Excerpts from a dataset:
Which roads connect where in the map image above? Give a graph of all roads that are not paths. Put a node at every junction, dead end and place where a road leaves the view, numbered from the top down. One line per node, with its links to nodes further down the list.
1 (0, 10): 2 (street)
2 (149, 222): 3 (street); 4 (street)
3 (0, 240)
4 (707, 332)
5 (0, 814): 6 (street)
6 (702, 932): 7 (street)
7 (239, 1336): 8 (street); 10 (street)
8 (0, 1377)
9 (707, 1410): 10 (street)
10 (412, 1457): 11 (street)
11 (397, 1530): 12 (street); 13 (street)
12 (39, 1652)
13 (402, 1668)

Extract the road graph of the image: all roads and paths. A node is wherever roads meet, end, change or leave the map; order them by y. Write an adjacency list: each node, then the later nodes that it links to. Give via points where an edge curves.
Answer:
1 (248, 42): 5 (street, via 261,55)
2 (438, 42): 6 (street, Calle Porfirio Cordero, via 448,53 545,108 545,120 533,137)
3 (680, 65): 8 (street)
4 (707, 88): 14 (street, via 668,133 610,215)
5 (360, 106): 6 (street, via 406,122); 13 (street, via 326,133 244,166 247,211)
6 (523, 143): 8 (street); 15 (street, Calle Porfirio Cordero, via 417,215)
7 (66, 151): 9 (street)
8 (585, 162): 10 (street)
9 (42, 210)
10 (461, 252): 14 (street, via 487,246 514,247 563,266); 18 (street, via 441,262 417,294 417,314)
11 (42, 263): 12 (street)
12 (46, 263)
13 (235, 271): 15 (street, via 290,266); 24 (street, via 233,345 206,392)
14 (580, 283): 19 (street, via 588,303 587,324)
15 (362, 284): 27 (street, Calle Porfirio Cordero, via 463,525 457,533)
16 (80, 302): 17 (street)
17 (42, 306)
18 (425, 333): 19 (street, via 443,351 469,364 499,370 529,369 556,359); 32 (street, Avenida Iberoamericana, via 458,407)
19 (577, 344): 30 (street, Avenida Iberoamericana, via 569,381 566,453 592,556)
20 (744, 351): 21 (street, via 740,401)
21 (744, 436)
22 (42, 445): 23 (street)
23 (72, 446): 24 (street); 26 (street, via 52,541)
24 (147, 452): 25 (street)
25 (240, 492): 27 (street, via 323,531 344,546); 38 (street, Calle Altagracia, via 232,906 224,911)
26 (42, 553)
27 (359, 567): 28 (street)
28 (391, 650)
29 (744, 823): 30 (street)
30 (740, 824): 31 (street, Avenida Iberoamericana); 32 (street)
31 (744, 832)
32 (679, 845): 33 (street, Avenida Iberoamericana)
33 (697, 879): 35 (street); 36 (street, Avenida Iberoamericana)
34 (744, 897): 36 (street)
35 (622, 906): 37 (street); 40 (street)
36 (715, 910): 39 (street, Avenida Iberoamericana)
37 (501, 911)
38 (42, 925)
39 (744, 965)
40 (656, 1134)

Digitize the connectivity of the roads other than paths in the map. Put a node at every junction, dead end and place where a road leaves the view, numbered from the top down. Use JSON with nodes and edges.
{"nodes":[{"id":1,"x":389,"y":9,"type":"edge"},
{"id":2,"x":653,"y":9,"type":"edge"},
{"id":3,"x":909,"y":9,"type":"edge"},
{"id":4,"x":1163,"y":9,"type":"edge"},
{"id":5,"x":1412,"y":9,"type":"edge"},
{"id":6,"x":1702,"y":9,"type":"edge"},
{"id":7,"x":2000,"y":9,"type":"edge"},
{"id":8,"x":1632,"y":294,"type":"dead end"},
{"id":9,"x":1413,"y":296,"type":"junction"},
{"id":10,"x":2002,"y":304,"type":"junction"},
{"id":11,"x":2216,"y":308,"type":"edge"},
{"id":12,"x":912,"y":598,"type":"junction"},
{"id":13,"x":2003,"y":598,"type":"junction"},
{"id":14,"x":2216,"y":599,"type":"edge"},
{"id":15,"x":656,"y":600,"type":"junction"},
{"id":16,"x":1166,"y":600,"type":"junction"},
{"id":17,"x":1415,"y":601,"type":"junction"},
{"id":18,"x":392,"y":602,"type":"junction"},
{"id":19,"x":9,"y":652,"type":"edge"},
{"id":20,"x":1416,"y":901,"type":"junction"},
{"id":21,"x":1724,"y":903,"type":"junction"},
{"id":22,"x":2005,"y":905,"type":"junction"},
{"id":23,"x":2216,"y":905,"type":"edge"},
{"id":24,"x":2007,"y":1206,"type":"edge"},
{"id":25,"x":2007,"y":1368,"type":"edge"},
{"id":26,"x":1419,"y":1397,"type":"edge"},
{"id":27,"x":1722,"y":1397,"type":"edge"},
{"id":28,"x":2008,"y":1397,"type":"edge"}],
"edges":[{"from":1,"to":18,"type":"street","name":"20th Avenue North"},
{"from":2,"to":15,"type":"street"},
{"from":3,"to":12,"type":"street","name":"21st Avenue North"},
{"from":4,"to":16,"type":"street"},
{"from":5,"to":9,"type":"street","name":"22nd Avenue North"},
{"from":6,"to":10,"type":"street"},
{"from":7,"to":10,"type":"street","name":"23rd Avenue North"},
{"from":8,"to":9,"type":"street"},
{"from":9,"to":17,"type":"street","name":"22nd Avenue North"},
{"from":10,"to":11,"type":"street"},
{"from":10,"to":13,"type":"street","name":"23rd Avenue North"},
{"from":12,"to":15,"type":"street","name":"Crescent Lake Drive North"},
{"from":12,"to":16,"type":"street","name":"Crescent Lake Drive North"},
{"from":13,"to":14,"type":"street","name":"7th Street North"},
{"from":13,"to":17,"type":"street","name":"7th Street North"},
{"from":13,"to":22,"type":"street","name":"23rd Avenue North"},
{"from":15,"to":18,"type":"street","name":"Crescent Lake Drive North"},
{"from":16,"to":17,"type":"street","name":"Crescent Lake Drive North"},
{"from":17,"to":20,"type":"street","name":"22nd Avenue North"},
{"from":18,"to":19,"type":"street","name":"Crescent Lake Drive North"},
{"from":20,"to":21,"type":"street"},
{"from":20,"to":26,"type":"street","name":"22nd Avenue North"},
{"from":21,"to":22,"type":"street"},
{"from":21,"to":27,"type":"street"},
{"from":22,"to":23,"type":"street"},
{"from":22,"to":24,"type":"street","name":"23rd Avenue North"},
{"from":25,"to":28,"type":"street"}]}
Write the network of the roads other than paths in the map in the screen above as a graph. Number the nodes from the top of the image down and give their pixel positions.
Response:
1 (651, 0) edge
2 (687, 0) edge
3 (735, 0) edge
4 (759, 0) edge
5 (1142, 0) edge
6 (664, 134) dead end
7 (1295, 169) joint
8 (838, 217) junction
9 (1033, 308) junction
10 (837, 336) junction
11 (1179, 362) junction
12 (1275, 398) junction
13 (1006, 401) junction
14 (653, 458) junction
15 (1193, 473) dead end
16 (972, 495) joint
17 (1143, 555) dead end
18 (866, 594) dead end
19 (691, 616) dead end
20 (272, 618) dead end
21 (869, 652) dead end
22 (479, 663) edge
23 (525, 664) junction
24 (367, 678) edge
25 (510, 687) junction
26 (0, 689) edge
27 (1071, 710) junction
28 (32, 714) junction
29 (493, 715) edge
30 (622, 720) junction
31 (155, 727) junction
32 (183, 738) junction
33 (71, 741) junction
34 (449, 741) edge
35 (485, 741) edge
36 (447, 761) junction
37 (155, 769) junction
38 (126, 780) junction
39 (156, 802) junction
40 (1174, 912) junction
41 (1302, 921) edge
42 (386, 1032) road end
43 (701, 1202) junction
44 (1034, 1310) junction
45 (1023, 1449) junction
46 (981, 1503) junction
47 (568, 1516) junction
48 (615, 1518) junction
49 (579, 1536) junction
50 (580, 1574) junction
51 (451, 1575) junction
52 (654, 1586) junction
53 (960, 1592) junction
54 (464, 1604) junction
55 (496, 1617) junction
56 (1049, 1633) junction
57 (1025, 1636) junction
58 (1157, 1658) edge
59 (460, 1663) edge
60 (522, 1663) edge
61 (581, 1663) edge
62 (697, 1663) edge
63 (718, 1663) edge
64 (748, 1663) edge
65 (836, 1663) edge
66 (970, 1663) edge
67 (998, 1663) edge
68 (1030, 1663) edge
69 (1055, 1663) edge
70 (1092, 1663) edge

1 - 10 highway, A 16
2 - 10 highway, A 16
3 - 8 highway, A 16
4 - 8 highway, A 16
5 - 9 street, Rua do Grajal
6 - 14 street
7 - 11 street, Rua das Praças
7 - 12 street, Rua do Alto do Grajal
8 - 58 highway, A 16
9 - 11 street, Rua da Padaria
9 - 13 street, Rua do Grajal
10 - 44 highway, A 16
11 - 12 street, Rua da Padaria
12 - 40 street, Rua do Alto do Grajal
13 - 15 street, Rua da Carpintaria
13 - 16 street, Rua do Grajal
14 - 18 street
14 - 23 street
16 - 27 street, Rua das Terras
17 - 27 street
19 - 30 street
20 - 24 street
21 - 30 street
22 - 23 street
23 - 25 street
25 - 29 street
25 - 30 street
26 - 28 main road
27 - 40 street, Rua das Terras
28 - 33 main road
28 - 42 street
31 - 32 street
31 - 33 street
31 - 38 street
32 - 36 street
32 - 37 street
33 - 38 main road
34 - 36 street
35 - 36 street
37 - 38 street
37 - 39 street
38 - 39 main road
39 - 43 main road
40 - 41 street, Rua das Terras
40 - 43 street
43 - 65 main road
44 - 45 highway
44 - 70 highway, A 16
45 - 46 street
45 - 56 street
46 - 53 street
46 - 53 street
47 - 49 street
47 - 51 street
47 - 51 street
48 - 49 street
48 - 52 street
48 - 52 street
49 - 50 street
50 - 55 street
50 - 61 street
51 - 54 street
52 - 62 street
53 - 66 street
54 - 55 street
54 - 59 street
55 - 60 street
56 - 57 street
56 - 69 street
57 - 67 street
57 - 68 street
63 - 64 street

Your task:
From the data above, show each line that contains "Porfirio".

Solution to the exercise:
2 (438, 42): 6 (street, Calle Porfirio Cordero, via 448,53 545,108 545,120 533,137)
6 (523, 143): 8 (street); 15 (street, Calle Porfirio Cordero, via 417,215)
15 (362, 284): 27 (street, Calle Porfirio Cordero, via 463,525 457,533)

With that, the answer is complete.